Zijn eigen plekkie

Het bankje voor De Bakkerij blijft de laatste weken leeg. Het is ook wat druilerig en soms kan de wind wel erg guur over de Oude Rijn waaien. Af en toe schuifelt hij nog voorbij achter zijn rollator, maar ik mis hem, onze vaste gast en poortwachter van De Bakkerij. 

In het voorjaar en de zomer had hij zijn vaste stek gevonden aan de rechterkant van het bankje naast de ingang van ons centrum. Zijn rollator ernaast geparkeerd tegen de muur.

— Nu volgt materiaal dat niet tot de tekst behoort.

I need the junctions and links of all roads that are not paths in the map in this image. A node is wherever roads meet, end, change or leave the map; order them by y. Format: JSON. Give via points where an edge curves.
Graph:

Hij is dakloos. Heeft inmiddels tijdelijk onderdak gevonden in het Sociaal Pension, maar heeft bij ons wel echt zijn eigen plekkie opgeëist. Op het bankje zit hij hele dagen in de zon met af en toe een slokje wijn uit een klein flesje in zijn binnenzak. 

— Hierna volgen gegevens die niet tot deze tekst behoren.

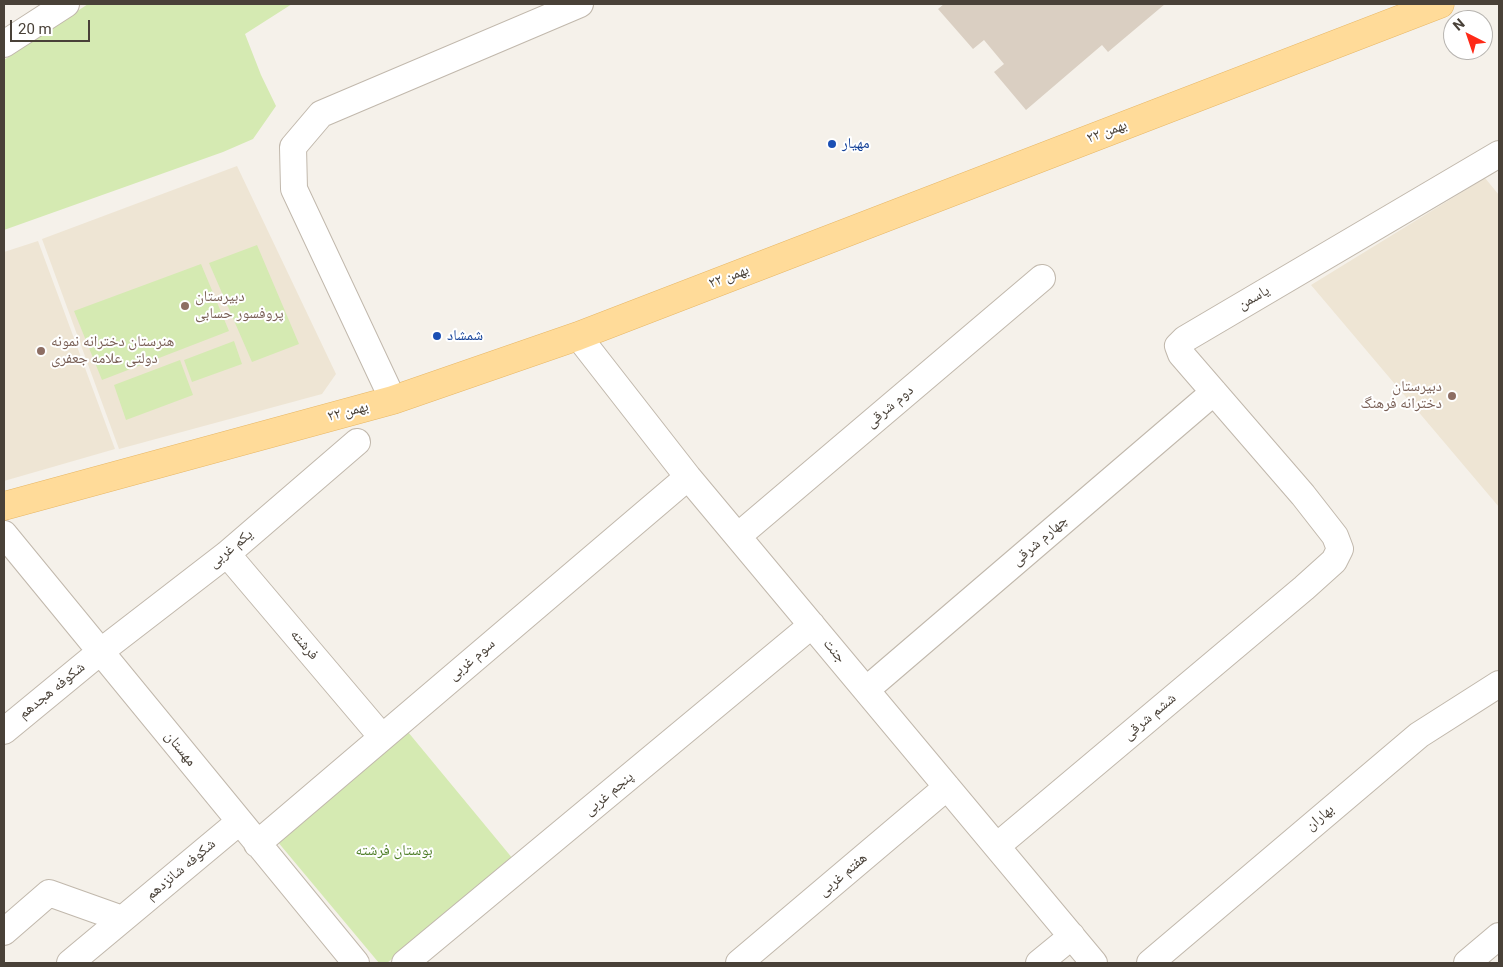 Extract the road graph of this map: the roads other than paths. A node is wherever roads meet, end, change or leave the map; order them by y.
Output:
1 (66, 4) edge
2 (576, 4) edge
3 (1440, 4) edge
4 (4, 44) edge
5 (1499, 154) edge
6 (1042, 278) dead end
7 (578, 336) junction
8 (1214, 392) junction
9 (392, 400) junction
10 (357, 442) dead end
11 (688, 477) junction
12 (1303, 495) joint
13 (4, 506) edge
14 (4, 534) edge
15 (738, 536) junction
16 (226, 554) junction
17 (812, 625) junction
18 (100, 652) junction
19 (1499, 684) edge
20 (866, 690) junction
21 (4, 731) edge
22 (382, 737) junction
23 (947, 786) junction
24 (239, 822) junction
25 (257, 844) junction
26 (997, 846) junction
27 (122, 919) junction
28 (4, 932) edge
29 (1072, 936) junction
30 (1499, 936) edge
31 (70, 963) edge
32 (356, 963) edge
33 (405, 963) edge
34 (739, 963) edge
35 (1039, 963) edge
36 (1094, 963) edge
37 (1150, 963) edge
38 (1467, 963) edge

1 - 4 street
2 - 9 street
3 - 7 main road, ۲۲ بهمن
5 - 8 street, یاسمن
6 - 15 street, دوم شرقی
7 - 9 main road, ۲۲ بهمن
7 - 11 street, جنت
8 - 12 street, یاسمن
8 - 20 street, چهارم شرقی
9 - 13 main road, ۲۲ بهمن
10 - 16 street, یکم غربی
11 - 15 street, جنت
11 - 22 street, سوم غربی
12 - 26 street, ششم شرقی
14 - 18 street, مهستان
15 - 17 street, جنت
16 - 18 street, یکم غربی
16 - 22 street, فرشته
17 - 20 street, جنت
17 - 33 street, پنجم غربی
18 - 21 street, شکوفه هجدهم
18 - 24 street, مهستان
19 - 37 street, بهاران
20 - 23 street, جنت
22 - 25 street, سوم غربی
23 - 26 street, جنت
23 - 34 street, هفتم غربی
24 - 25 street, مهستان
24 - 27 street, شکوفه شانزدهم
25 - 32 street, مهستان
26 - 29 street, جنت
27 - 28 street
27 - 31 street, شکوفه شانزدهم
29 - 35 street
29 - 36 street, جنت
30 - 38 street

“Jezus veranderde wijn in bloed,” zei hij van de zomer nog tegen Femke Post, onze straatpastor, “maar ik verander mijn bloed langzaam in wijn.” Ik kende het grapje al, maar uit zijn mond krijgt het de bitterzoete klank van een gelaten schuldbelijdenis met een knipoog. 
Als ik ’s avonds langsloop op weg naar de FEBO, vraag ik even of ik ook voor hem een frietje zal meebrengen. “Nee, ik heb net gegeten bij de Nieuwe Energie, maar hartelijk bedankt voor het aanbod, hoor.” Het is een vriendelijke en beleefde levensgenieter, die als de zon te hard schijnt van verschillende kanten het vriendelijke advies krijgt om de schaduw toch op te zoeken en tenslotte ook nog een petje aangeboden krijgt.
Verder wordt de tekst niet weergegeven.